8. Pınar Ateş Sinopoulos- Lloyd (they/them)
Pınar Ateş Sinopoulos-Lloyd is an Indigenous and trans activist, poet, multi-species futurist, eco-philosopher, and co-founder of Queer Nature. “Their relationship with transness, hybridity, neurodivergence, Indigeneity and belonging guided their work in developing Queer Ecopsychology through a decolonial lens.”
Founded in 2017 by Lee Pivnik and co-directed by Nicolas Baird, The Institute of Queer Ecology (IQECO) is a collaborative organization dedicated to raising awareness about environmental degradation and superficial solutions to it. Grounded in Queer Ecology, IQECO projects aim to overturn human-centric hierarchies and envision an equitable, multispecies future. IQECO fosters interdisciplinary work and promotes interconnectivity, intimacy, and multispecies relationality.
10. MI Leggett (they/he)
MI Leggett is a New York-based non-binary artist and founder of the anti-waste, gender-free upcycle brand, Rebrand. A former food justice advocate with a background in sustainable agriculture, video art, and painting, they now transform unwanted materials into one-of-a-kind clothing and sculptures.
11. Nicole ZiZi (she/her)
Nicole Zizi is a queer Haitian-American multimedia artist and founder of the gender-free streetwear, accessories, and home essentials brand NICOLE ZÏZI STUDIO. Using materials science and progressive design, she aims to develop innovative sustainable products composed of recycled, alternative, and natural materials.
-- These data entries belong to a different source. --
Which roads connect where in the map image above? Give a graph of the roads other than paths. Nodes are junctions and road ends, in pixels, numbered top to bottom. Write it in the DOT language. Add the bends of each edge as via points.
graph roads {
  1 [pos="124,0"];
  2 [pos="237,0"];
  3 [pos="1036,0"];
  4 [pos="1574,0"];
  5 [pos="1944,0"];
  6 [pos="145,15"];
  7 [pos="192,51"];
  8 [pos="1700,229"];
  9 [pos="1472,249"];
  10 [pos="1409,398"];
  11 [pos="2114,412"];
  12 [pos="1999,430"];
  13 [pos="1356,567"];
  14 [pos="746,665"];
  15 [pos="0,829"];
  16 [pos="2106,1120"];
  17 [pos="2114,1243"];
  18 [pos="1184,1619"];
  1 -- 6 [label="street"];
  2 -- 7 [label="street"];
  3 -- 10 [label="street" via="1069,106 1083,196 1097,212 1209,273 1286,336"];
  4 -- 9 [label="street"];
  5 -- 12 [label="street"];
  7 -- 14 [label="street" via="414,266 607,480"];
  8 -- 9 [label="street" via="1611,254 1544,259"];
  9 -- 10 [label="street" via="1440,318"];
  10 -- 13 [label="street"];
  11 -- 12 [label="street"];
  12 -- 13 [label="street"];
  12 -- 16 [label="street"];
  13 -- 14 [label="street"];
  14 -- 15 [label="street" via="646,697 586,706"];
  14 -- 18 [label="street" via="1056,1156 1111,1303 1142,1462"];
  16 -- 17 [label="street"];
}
12. Becca McCharen-Tran (they/she)
Becca McCharen-Tran is an artist, CEO, and founder of the architectural bodywear brand Chromat. McCharen-Tran collaborates with engineers, artists, and scientists to bridge the realms of technology, sustainability, and fashion. Their designs combine their architectural background with a focus on the body to create swimwear, lingerie, and athleticwear.
13. Zach - Sustainable Queer (they/xe)
Zach Thomas, aka Sustainable Queer, is a Boston-based photographer, art director, and digital content creator who harbors a deep passion for all things vintage, secondhand, and sustainable. Drawn to the unique beauty found in pre-loved items, they explore their own identity and relationship to the world around them through fashion and interiors. Their practice prioritizes anti-colonialism, replacing exploitative industry language with non-violent terms, and always respecting boundaries. Thomas was one of our first Sustainable Baddies of the Week; read our interview with them here.
14. Queer Nature
Queer Nature is a project “characterized by nature-based education and critical naturalist studies in the Northwestern U.S. and Intermountain West” that explores queer 'ancestral futurism' and alternatives to modernity. They offer mentorship in place-based skills, emphasizing awareness of post-industrial, globalized, ecocidal contexts and colonial and Indigenous histories of the land. Queer Nature blends a rites-of-passage/transformational framework with detailed field observation influenced by the natural sciences, supporting community involvement, and the intersection of personal growth, environmental activism, and ecological literacy.